[NKS] Wolfram: Computational Equivalence
[Continued live-blogging of the Wolfram conference in Waltham, MA.]
When looking at Rule 110, he wonde3red what happened if you consider everything that happens as a computation. He shows a Cellular Automaton [CA] that generates primes and another that does powers of 2. (The white stripes fall on the primes or the powers.)
He discovered the principle of Computational Equivalence (PCE) by looking at lots of CAs. The principle: If you look at a process, the process will correspond to a computation of equivalent sophistication. The computer revolution has taught us that it’s possible build a single, universal machine that will do any computation. He’s taken that idea seriously and applied it to the natural sciences.
The PCE says that except in cases where the system is doing something really simple, it’s most likely the case that the system is doing a computation of equivalent sophistication. That principle has many implications and predictions. E.g., it predicts that a system with simple rules should be capable of computations equivalent in sophistication to any other computer of equal sophistication. I.e., Rule 110 should be a universal computer. Rule 110 is really really random looking, but it has some “local structures,” i.e., there are identifiable structures (lines, triangles) in the swirling mist. These might rerpresent useful information. You might have thought that to do universal computation you need very complex systems with very complex rules (e.g., lots of logic gates), but instead you can do it with Rule 110 which arises from extremely simple rules.
This has implications. For natural science it means that among systems in nature one expects to see many systems capable of universal computation.

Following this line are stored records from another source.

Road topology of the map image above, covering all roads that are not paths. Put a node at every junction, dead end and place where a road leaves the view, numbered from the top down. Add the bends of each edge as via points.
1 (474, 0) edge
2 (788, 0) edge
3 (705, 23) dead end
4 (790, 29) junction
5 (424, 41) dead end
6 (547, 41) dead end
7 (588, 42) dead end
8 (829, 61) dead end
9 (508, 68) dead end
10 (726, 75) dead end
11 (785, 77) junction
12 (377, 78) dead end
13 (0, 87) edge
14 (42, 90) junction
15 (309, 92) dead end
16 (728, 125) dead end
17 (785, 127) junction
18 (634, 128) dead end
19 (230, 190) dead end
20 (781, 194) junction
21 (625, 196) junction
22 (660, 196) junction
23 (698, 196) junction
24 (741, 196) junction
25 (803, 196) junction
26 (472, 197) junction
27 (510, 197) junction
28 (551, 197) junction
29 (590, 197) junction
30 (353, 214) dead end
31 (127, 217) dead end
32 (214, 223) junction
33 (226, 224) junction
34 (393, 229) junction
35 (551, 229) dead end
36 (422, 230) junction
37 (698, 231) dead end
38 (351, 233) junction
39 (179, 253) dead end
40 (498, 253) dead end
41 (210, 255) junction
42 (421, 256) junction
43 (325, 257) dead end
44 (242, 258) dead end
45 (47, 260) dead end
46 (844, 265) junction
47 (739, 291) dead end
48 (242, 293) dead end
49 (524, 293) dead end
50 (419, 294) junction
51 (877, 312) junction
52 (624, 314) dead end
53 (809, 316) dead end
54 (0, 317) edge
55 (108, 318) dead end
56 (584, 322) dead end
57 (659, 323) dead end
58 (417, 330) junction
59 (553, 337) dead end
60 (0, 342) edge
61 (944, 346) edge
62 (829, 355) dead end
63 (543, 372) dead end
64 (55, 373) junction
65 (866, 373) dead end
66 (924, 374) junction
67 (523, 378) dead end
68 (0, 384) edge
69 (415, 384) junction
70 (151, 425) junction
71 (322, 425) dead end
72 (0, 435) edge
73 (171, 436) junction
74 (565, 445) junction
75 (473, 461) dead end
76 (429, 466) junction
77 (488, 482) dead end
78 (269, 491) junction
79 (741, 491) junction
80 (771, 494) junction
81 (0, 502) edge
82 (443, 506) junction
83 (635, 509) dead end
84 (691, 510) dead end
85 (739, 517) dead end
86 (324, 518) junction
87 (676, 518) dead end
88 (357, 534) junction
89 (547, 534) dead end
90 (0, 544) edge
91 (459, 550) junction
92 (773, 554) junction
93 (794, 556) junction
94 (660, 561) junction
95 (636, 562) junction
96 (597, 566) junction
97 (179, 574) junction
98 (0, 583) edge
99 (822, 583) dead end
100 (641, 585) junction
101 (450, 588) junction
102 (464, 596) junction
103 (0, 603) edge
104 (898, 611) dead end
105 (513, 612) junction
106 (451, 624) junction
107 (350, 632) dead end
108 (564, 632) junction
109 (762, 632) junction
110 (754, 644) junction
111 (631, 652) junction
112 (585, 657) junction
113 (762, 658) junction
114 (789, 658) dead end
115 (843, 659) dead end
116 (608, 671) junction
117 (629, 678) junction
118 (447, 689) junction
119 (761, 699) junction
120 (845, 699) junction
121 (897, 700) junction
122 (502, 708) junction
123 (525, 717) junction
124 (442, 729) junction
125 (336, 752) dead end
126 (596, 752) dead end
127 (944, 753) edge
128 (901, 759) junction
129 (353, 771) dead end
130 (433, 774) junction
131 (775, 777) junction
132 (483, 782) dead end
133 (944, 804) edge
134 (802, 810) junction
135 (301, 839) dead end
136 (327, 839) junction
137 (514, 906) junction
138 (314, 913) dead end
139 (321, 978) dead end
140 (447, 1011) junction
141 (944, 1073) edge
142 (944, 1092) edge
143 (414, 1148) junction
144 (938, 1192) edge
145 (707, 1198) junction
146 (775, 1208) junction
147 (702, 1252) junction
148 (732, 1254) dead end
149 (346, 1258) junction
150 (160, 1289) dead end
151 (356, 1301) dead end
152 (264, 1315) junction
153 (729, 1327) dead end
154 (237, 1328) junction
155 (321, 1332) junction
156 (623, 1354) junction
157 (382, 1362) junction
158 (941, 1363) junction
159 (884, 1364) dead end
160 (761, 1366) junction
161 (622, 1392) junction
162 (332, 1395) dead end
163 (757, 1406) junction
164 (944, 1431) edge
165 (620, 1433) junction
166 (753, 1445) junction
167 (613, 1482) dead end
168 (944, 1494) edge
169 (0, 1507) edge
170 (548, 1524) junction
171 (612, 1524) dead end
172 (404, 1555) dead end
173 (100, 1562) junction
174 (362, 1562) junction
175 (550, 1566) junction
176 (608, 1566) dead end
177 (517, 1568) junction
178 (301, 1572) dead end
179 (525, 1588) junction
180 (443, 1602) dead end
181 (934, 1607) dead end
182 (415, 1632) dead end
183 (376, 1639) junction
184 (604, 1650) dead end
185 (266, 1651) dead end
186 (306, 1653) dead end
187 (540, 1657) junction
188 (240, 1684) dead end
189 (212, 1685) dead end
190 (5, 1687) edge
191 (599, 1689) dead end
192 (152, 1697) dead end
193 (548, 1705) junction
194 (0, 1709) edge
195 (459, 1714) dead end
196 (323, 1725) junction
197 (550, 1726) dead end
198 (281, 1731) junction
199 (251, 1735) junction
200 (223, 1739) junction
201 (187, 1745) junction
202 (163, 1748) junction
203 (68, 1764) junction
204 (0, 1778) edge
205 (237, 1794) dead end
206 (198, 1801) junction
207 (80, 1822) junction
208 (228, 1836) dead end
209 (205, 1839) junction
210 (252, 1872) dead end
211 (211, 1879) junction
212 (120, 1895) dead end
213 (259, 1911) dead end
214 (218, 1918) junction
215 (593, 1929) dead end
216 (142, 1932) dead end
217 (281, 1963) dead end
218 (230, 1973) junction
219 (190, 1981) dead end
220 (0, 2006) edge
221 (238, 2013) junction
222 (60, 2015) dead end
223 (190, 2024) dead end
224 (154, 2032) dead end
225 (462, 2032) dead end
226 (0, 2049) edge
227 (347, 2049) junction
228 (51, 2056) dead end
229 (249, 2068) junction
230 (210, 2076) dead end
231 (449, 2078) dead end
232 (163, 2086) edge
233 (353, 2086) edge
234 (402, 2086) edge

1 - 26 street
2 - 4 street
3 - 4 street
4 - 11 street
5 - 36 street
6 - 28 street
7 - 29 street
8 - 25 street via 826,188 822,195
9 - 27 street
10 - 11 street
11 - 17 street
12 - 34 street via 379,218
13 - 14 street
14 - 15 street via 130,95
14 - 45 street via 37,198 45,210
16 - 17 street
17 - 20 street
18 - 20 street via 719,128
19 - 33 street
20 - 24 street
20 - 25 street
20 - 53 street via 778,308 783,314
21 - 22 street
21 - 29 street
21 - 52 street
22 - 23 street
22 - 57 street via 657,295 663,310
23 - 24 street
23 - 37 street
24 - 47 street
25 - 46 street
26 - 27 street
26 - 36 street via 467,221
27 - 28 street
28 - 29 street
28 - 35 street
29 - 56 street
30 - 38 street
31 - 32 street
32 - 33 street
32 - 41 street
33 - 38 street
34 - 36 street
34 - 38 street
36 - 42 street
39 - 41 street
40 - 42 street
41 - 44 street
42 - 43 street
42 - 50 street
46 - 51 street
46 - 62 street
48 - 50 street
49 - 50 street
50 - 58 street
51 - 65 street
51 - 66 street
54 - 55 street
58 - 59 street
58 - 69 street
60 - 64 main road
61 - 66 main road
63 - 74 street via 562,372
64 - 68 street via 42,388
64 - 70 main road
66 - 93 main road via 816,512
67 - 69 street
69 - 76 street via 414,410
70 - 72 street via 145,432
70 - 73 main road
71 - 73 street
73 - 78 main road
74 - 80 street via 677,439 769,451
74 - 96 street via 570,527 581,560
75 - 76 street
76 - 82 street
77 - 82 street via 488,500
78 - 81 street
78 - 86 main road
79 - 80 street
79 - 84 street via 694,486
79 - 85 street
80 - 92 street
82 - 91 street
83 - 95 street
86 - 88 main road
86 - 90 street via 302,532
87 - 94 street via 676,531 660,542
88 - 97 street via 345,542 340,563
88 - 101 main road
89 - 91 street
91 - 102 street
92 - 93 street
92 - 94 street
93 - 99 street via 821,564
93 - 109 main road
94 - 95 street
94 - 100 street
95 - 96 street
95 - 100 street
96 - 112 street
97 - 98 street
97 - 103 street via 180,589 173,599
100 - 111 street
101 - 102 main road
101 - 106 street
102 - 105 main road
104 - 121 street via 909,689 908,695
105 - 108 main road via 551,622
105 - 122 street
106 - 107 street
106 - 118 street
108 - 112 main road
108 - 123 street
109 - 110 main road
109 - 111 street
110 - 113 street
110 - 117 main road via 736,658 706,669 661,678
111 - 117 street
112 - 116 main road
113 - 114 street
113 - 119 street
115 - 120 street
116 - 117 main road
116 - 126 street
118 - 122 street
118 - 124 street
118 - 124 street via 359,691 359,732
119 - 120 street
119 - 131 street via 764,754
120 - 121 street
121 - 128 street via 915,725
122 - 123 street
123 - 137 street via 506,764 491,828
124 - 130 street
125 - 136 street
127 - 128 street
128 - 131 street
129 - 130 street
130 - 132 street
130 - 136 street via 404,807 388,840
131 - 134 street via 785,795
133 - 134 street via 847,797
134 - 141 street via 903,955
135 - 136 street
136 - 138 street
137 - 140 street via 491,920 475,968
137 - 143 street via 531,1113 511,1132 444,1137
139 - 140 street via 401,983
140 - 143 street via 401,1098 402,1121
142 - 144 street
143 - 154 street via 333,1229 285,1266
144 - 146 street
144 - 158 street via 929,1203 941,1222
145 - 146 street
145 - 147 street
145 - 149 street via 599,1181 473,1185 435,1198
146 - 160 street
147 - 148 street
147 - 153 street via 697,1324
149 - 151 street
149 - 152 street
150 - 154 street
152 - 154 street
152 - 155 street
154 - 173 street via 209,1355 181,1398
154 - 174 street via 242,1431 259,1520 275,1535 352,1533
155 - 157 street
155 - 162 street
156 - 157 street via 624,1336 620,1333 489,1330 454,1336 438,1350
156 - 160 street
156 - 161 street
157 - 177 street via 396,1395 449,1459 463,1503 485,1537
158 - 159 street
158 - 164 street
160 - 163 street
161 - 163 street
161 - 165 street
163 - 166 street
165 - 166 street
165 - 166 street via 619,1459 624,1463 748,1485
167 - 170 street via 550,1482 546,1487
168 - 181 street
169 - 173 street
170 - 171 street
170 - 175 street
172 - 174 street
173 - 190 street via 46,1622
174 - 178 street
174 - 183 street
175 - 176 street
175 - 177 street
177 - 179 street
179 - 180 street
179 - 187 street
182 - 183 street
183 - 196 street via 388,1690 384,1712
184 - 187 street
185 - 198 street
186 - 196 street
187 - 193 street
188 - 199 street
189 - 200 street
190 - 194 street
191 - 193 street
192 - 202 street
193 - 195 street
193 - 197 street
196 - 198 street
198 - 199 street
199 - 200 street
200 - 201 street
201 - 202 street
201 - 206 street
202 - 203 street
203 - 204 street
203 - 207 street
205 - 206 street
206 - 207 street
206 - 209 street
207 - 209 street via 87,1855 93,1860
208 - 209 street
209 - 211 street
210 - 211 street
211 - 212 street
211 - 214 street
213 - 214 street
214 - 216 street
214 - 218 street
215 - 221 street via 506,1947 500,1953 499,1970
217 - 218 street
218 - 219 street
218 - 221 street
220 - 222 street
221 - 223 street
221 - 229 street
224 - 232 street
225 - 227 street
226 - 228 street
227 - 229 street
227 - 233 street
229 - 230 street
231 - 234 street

The PCE wraps together several things. First, it means there’s an upper limmit on the computations that can be done by a system. You can’t keep adding complex rules to get more complex computations; once you get past the threshold at which a system is a universal computer, you can’t get any further. Adding registers, for example, won’t increase the sophistication of the computation although it obviously might speed up the actual calculations. (This is like Church’s thesis, he says.) But the PCE gets its teeth by saying that not only is there an upper limit, but this limit is achieved by many systems.
To do a computation, perhaps you have to feed Rule 110 complex inputs. But the PCE says that that’s not necessary. Rule 110, even when the initial conditions are simple yields computations of enormous complexity. [I’ve always been fuzzy on this point. Still am. Where in Rule 110 is the computing of Pi or the lighting effects for Doom III?]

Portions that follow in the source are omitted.